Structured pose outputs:
#####

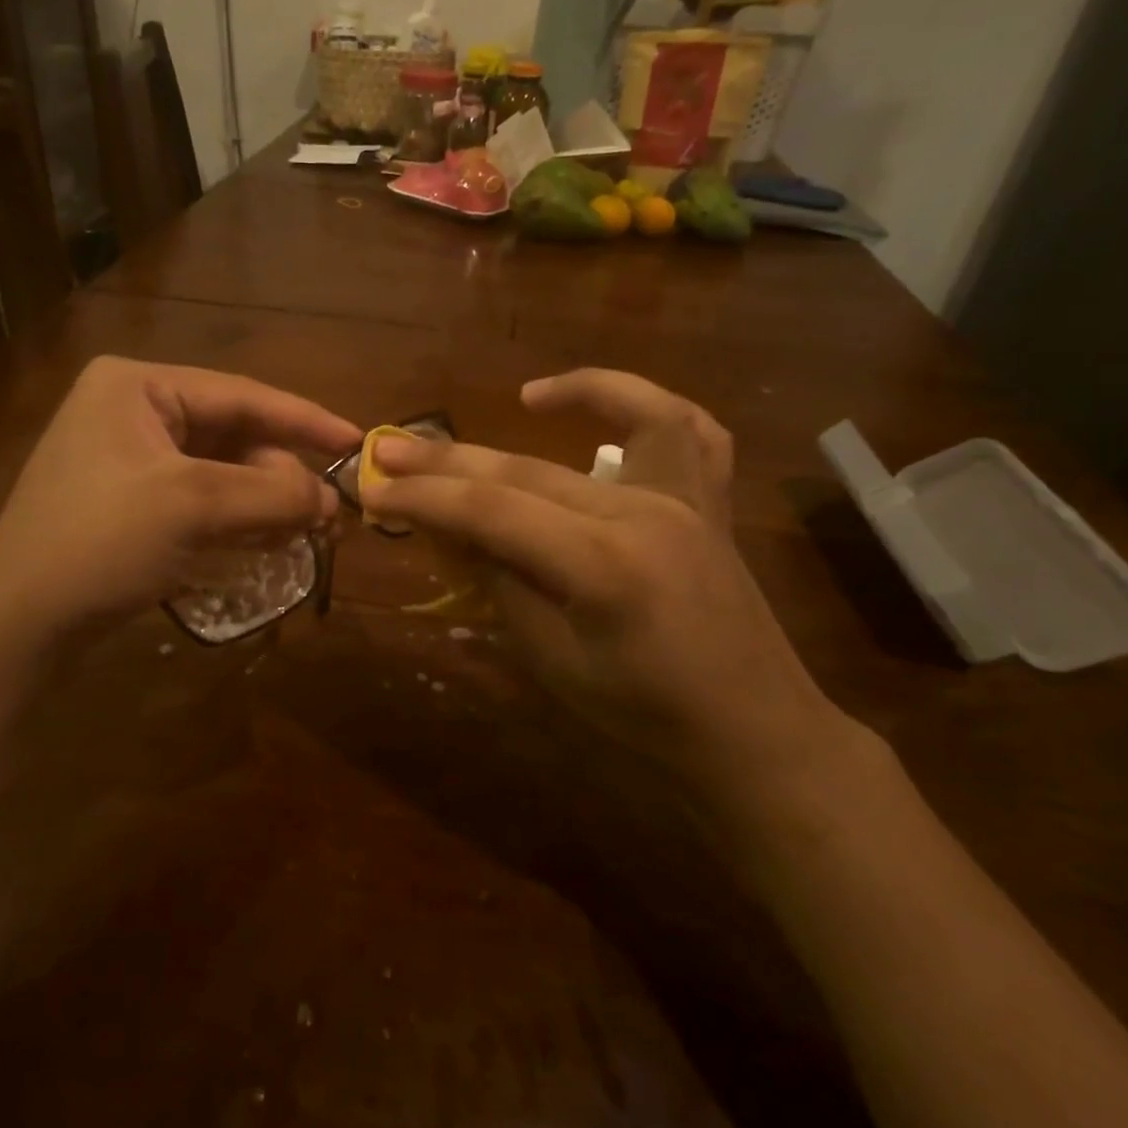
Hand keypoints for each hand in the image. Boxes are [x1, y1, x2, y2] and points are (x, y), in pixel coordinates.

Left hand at [0, 357, 359, 639]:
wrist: (15, 625)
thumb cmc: (99, 543)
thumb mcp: (194, 506)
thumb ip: (272, 493)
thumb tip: (333, 499)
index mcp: (137, 385)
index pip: (241, 394)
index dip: (305, 419)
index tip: (358, 441)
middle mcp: (132, 409)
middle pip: (233, 434)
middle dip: (282, 474)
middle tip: (330, 514)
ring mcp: (128, 457)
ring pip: (221, 469)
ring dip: (265, 499)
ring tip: (308, 532)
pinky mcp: (129, 501)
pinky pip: (201, 497)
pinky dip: (238, 517)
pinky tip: (269, 541)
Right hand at [364, 369, 859, 816]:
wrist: (753, 734)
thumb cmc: (646, 717)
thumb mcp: (553, 662)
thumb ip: (501, 584)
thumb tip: (453, 531)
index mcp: (605, 567)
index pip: (493, 512)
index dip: (426, 499)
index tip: (373, 491)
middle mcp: (648, 514)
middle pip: (530, 470)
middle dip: (452, 460)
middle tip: (392, 449)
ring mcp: (689, 500)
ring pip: (630, 417)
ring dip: (578, 392)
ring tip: (525, 397)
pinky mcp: (710, 503)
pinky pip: (691, 431)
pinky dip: (652, 406)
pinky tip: (609, 407)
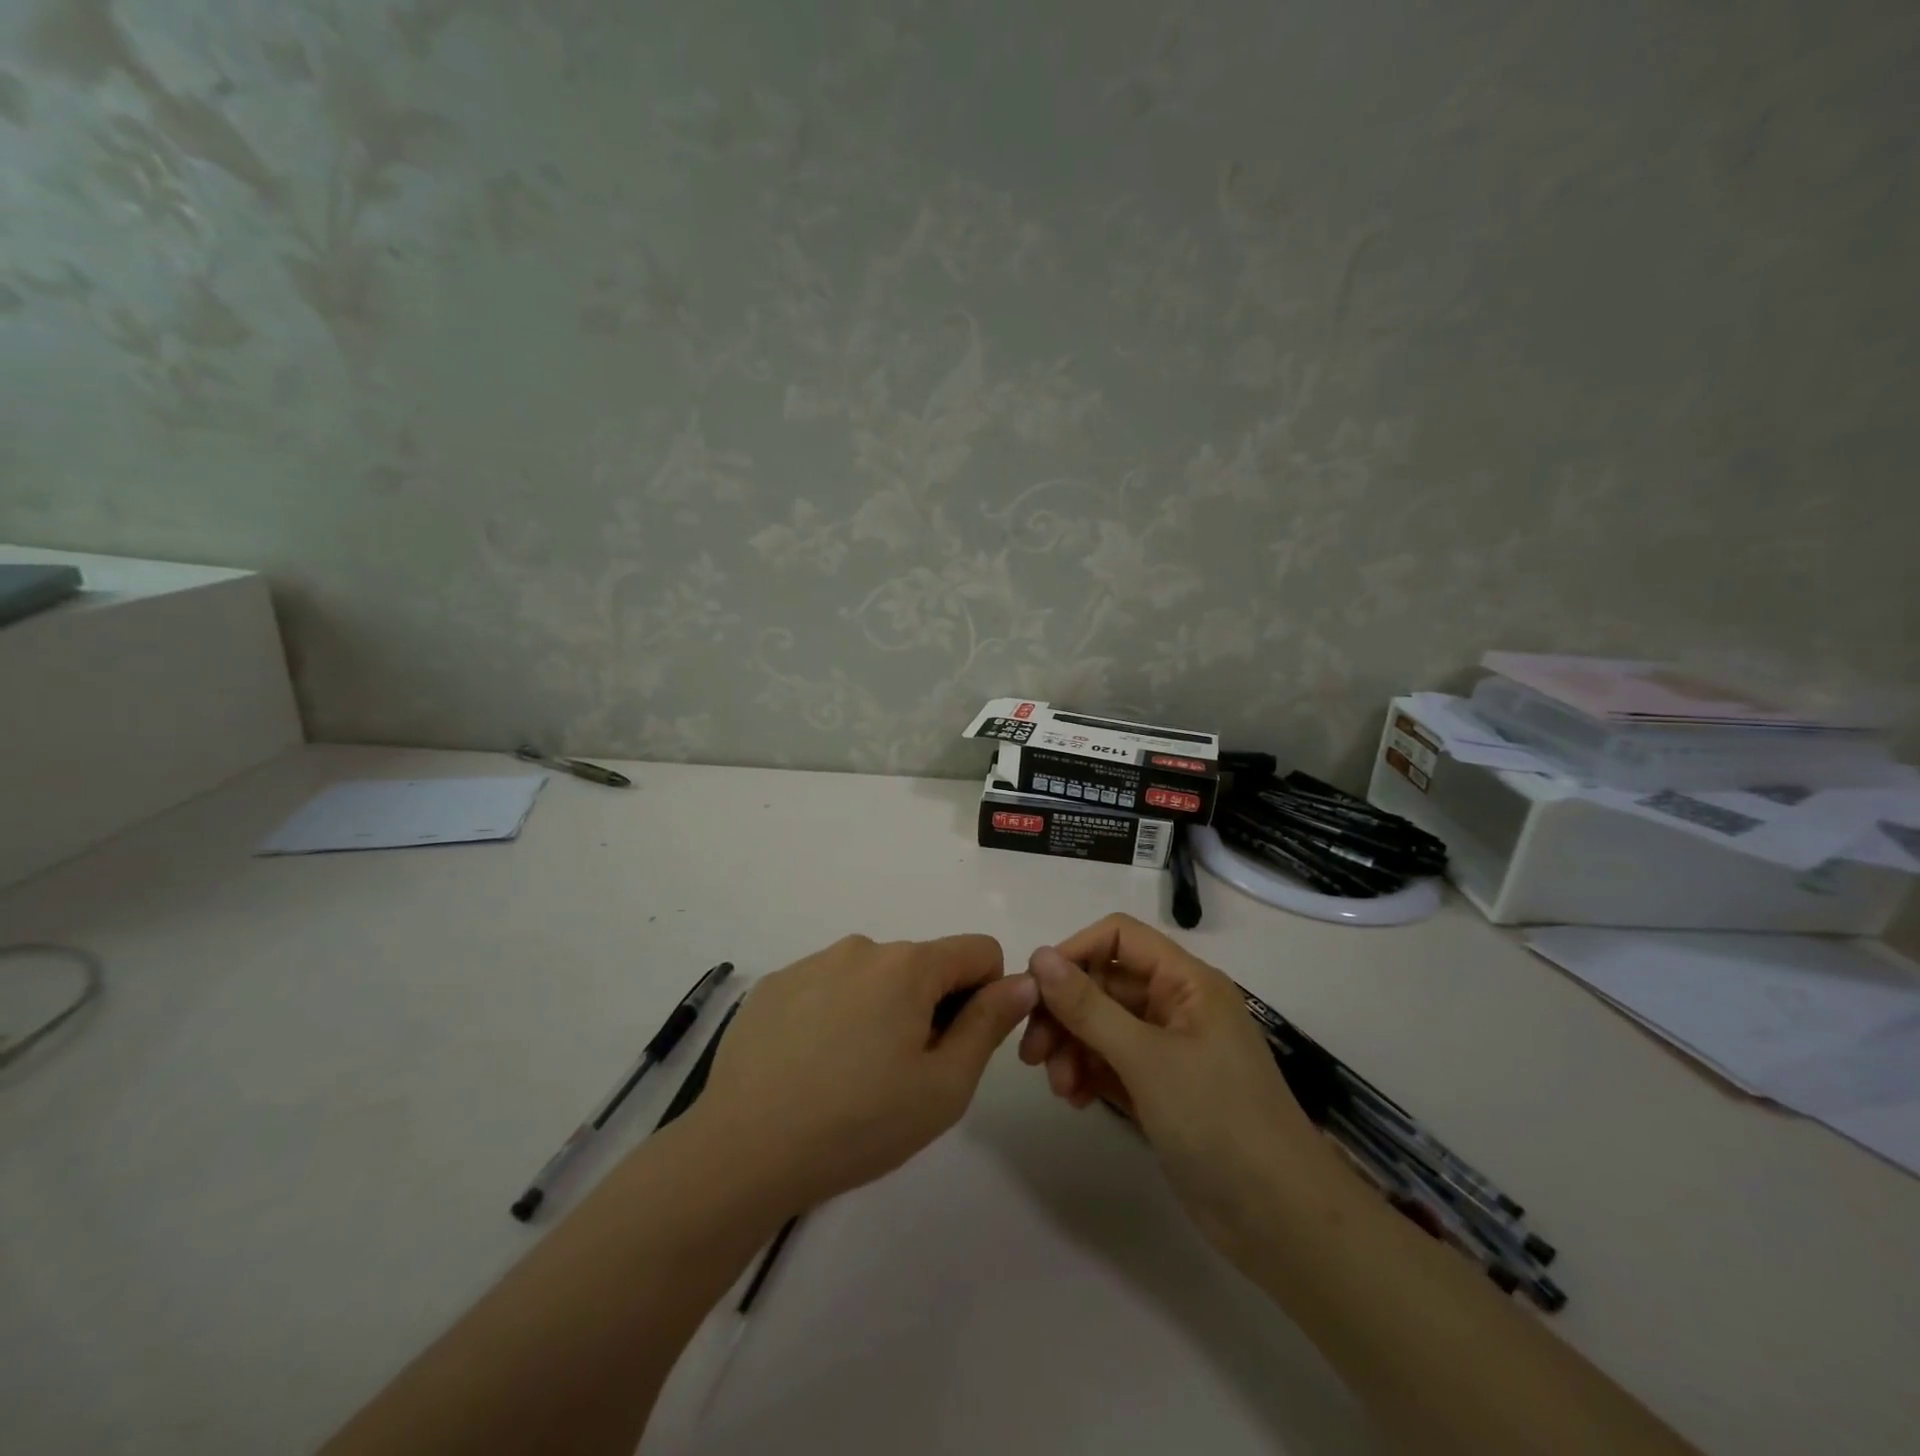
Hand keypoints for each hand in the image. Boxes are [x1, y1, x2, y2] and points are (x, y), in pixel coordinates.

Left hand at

#####

[Aim of the task]:
Repeat the records in full, exactly as they appear, but with the pictures removed.

[Finished exercise]:
Hand keypoints for each hand in the image. Boxes are [x1, y1, x2, y2] and points are (x, y), in pixel coordinates.

Left hand at [0, 357, 359, 639]:
wrist: (15, 625)
thumb cmc: (99, 543)
thumb mcp: (194, 506)
thumb ip: (272, 493)
thumb tip: (333, 499)
index mcp: (137, 385)
index pip: (241, 394)
index dip: (305, 419)
index tip: (358, 441)
middle mcp: (132, 409)
middle pip: (233, 434)
middle dip: (282, 474)
middle tip: (330, 514)
ring mcp: (128, 457)
ring pip: (221, 469)
ring dip: (265, 499)
ring tip: (308, 532)
pinky mcp: (129, 501)
pinky pip: (201, 497)
pinky dip: (238, 517)
pinky tip: (269, 541)
Right hand at [364, 369, 859, 816]:
wrist: (753, 734)
thumb cmc: (646, 717)
thumb mcp: (553, 662)
thumb ip: (501, 584)
thumb tip: (453, 531)
index mcp: (605, 567)
index pip: (493, 512)
index dip: (426, 499)
index tip: (373, 491)
middle mcp: (648, 514)
middle pip: (530, 470)
middle dip: (452, 460)
middle tip: (392, 449)
ring mcp: (689, 500)
ring pip: (630, 417)
ring dip: (578, 392)
ring tip: (525, 397)
pinky mcp: (710, 503)
pinky pip: (691, 431)
pinky dip: (652, 406)
pinky tip: (609, 407)
Hand keypoints for each hand in the image. Boxes are [x1, y1, x2, y2] and points are (x, y), in pixel coordinates.

Left hand at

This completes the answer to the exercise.